What Diagnosis Means
With early diagnosis, Galactosemia can mean a change in lifestyle, but the disorder doesn’t have to claim a life. By restricting lactose products, a long and fulfilling life can be attained.
The biggest risk that children and parents face when Galactosemia is in the family is a lack of awareness from care providers. This is especially prevalent in preschools and other public school institutions. Children cannot eat any dairy foods and are often sent with snacks and meals that they can eat. Teachers may wish to offer a child with Galactosemia a treat that other kids are having so they don’t feel excluded.
The only problem with this is that the wrong foods can cause the child to have a medical emergency. If you are a teacher or a caregiver, make sure to let a parent know immediately if their child has eaten a food that has not been approved. Children with Galactosemia might also trade foods with their friends. Birthday parties are particularly difficult because the normal treats that kids get aren’t usually on the approved list for the galactose-free diet. Substituting items for full inclusion might be a good idea instead of forcing a child to bring different treats that sets them apart.
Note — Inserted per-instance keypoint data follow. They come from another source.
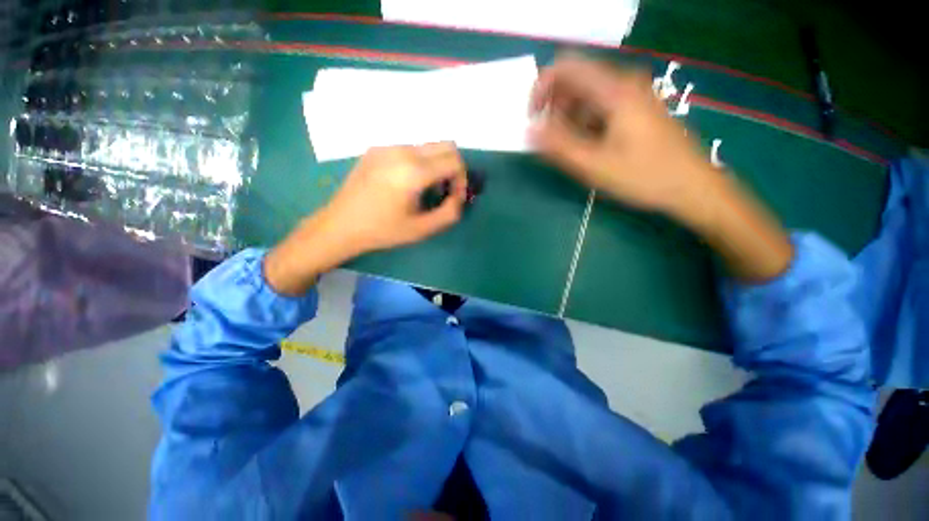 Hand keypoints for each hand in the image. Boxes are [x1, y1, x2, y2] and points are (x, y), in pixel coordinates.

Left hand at [265, 143, 466, 294]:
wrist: (340, 225)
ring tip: (426, 189)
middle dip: (453, 168)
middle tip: (445, 191)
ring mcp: (387, 146)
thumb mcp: (422, 229)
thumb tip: (459, 197)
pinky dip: (420, 162)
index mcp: (413, 171)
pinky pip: (410, 149)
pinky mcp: (377, 148)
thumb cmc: (382, 231)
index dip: (462, 180)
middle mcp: (402, 151)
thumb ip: (450, 213)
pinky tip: (407, 183)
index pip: (455, 161)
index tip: (454, 198)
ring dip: (436, 165)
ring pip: (428, 146)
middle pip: (446, 145)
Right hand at [529, 53, 715, 218]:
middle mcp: (624, 83)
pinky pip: (600, 106)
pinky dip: (584, 123)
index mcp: (614, 90)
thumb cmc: (644, 176)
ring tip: (570, 149)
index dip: (541, 88)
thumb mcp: (594, 165)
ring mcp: (633, 95)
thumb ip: (559, 146)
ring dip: (568, 119)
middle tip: (550, 141)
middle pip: (575, 80)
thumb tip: (529, 130)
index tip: (533, 118)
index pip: (566, 68)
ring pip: (587, 95)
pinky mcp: (636, 109)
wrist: (692, 186)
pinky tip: (588, 147)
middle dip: (554, 108) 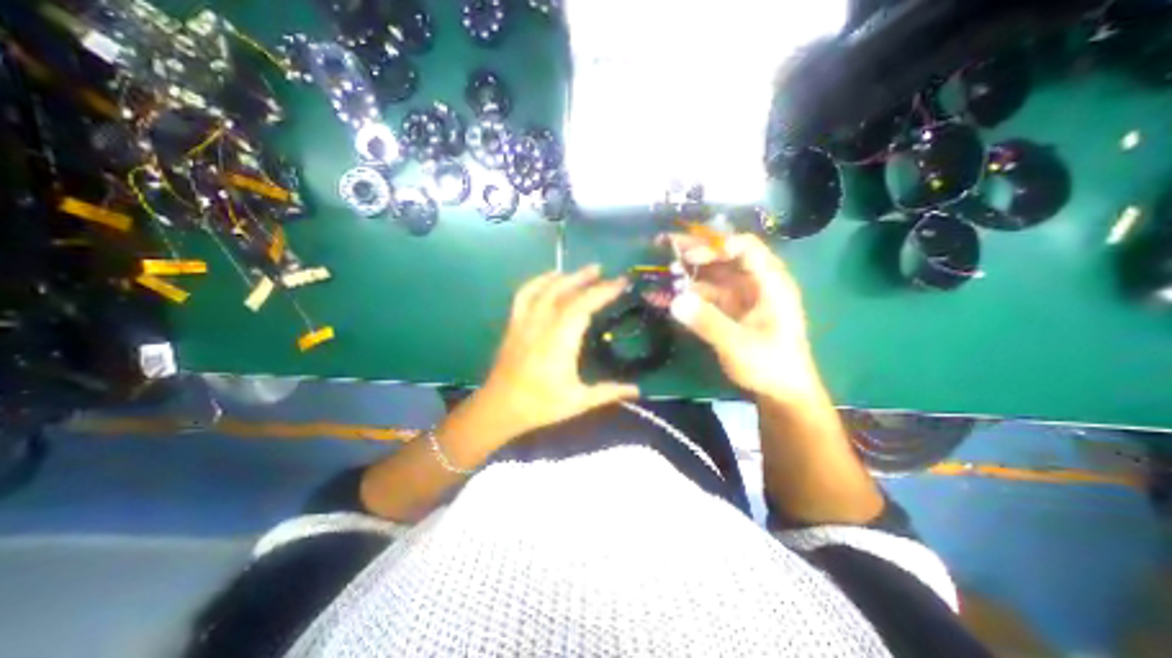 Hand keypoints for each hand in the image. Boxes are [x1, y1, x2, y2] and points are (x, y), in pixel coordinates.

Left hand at [475, 261, 640, 440]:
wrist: (499, 408)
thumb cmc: (540, 405)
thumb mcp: (578, 401)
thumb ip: (609, 392)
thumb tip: (638, 390)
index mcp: (560, 341)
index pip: (584, 306)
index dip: (603, 291)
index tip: (621, 282)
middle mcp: (542, 325)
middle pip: (564, 292)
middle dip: (585, 278)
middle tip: (603, 270)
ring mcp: (525, 322)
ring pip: (544, 290)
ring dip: (564, 276)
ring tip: (580, 272)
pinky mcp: (514, 324)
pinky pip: (524, 295)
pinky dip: (537, 282)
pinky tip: (548, 278)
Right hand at [658, 233, 821, 403]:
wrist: (779, 393)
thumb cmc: (770, 366)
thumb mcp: (739, 345)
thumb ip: (708, 322)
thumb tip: (675, 300)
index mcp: (769, 283)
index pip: (745, 248)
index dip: (716, 245)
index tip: (688, 256)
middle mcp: (754, 284)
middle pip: (723, 257)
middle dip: (694, 251)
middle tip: (663, 246)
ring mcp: (738, 298)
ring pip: (709, 276)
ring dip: (685, 274)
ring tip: (659, 272)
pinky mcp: (726, 311)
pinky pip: (702, 297)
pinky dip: (683, 296)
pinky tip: (660, 297) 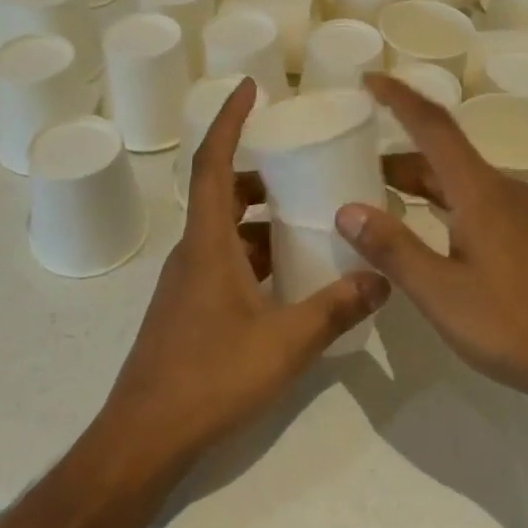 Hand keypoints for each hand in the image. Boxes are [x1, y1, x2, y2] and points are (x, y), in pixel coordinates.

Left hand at [100, 79, 389, 470]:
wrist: (144, 439)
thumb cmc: (209, 378)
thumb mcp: (285, 343)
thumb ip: (336, 309)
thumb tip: (382, 278)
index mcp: (208, 243)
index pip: (213, 162)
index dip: (229, 119)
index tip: (251, 88)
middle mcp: (193, 252)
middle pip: (222, 192)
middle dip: (259, 172)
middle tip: (301, 165)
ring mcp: (188, 282)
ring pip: (226, 230)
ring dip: (260, 218)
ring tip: (306, 218)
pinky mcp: (189, 308)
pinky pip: (225, 260)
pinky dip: (255, 252)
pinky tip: (289, 276)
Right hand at [335, 74, 527, 412]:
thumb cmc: (517, 325)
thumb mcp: (442, 293)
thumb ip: (394, 248)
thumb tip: (347, 209)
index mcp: (481, 191)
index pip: (433, 126)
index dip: (399, 98)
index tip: (369, 79)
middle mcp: (506, 191)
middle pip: (446, 157)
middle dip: (400, 157)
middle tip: (357, 168)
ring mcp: (527, 215)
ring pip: (465, 184)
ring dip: (424, 185)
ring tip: (386, 203)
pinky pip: (483, 204)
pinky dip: (448, 206)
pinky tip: (436, 239) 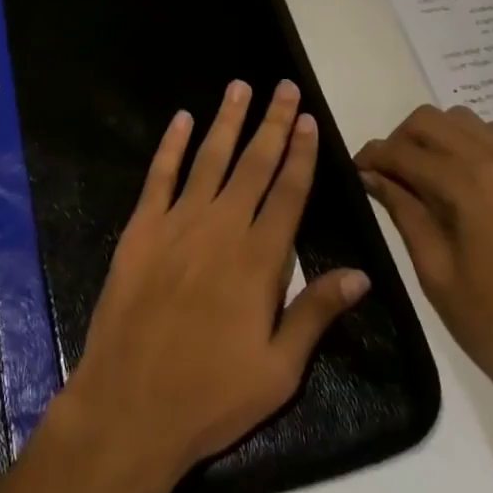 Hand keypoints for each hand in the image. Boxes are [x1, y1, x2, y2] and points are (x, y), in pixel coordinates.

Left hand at [55, 80, 371, 492]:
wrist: (130, 405)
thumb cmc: (212, 396)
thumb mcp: (279, 370)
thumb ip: (317, 313)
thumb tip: (362, 273)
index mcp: (259, 260)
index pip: (288, 193)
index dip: (300, 154)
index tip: (308, 119)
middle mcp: (221, 228)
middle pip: (254, 164)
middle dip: (272, 123)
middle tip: (284, 87)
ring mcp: (177, 222)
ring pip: (209, 158)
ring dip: (227, 121)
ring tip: (240, 86)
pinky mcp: (141, 227)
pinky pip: (159, 175)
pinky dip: (171, 144)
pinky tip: (181, 118)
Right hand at [355, 105, 492, 440]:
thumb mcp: (434, 271)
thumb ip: (403, 211)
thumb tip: (371, 175)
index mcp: (470, 186)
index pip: (405, 152)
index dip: (373, 157)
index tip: (354, 171)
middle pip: (431, 120)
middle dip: (399, 140)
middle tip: (386, 175)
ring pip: (462, 119)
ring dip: (434, 136)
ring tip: (422, 175)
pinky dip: (470, 140)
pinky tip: (461, 177) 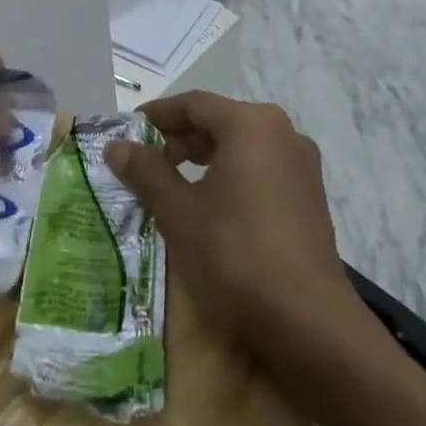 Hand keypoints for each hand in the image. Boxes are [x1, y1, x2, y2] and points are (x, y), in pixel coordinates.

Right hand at [105, 92, 358, 348]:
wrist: (309, 321)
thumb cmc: (236, 255)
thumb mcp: (179, 212)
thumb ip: (145, 172)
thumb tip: (115, 145)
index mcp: (251, 125)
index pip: (194, 104)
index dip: (156, 115)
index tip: (126, 133)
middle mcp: (282, 133)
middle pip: (219, 121)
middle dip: (178, 138)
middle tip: (145, 162)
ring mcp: (301, 165)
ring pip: (242, 146)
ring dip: (204, 157)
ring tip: (172, 183)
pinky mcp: (310, 196)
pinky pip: (261, 169)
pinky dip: (231, 176)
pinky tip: (210, 206) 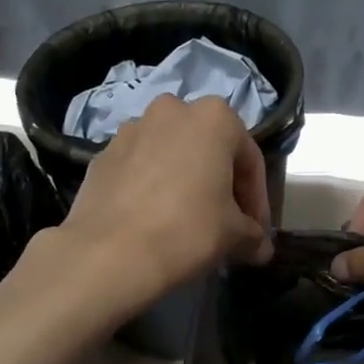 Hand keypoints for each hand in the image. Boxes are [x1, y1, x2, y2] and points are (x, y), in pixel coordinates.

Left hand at [56, 95, 273, 313]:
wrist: (109, 253)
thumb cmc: (187, 231)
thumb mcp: (234, 235)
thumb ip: (254, 235)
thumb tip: (261, 248)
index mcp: (214, 118)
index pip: (249, 159)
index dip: (257, 199)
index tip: (257, 230)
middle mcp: (172, 110)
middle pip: (208, 149)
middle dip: (220, 184)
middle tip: (225, 222)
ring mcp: (131, 129)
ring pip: (171, 155)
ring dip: (184, 182)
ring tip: (187, 221)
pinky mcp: (102, 155)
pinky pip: (139, 168)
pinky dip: (152, 188)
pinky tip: (153, 220) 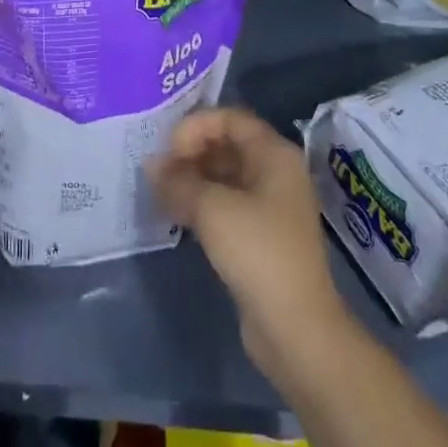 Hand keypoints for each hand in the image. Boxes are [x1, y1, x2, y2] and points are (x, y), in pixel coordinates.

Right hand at [148, 107, 347, 378]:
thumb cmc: (258, 252)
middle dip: (191, 152)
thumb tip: (152, 165)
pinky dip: (202, 203)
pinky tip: (176, 214)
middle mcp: (276, 172)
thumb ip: (178, 180)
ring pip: (225, 176)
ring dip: (193, 179)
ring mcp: (271, 205)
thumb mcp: (211, 209)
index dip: (196, 126)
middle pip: (227, 145)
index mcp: (274, 153)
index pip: (230, 118)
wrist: (296, 328)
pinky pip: (227, 204)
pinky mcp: (261, 236)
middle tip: (158, 171)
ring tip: (160, 191)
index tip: (168, 150)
What makes us different is also what can make us stronger. Kids with Galactosemia might feel a little left out if everyone is going to grab some ice cream, but there are several alternative options – including dairy-free – that are still available today. It takes a little work to manage the specific diet that a child with this disorder faces, but the work is worth it. Kids with Galactosemia grow up just like other kids. Sometimes they might learn differently or face certain challenges, but these kids are strong. As the statistics show, they will be able to achieve something great one day.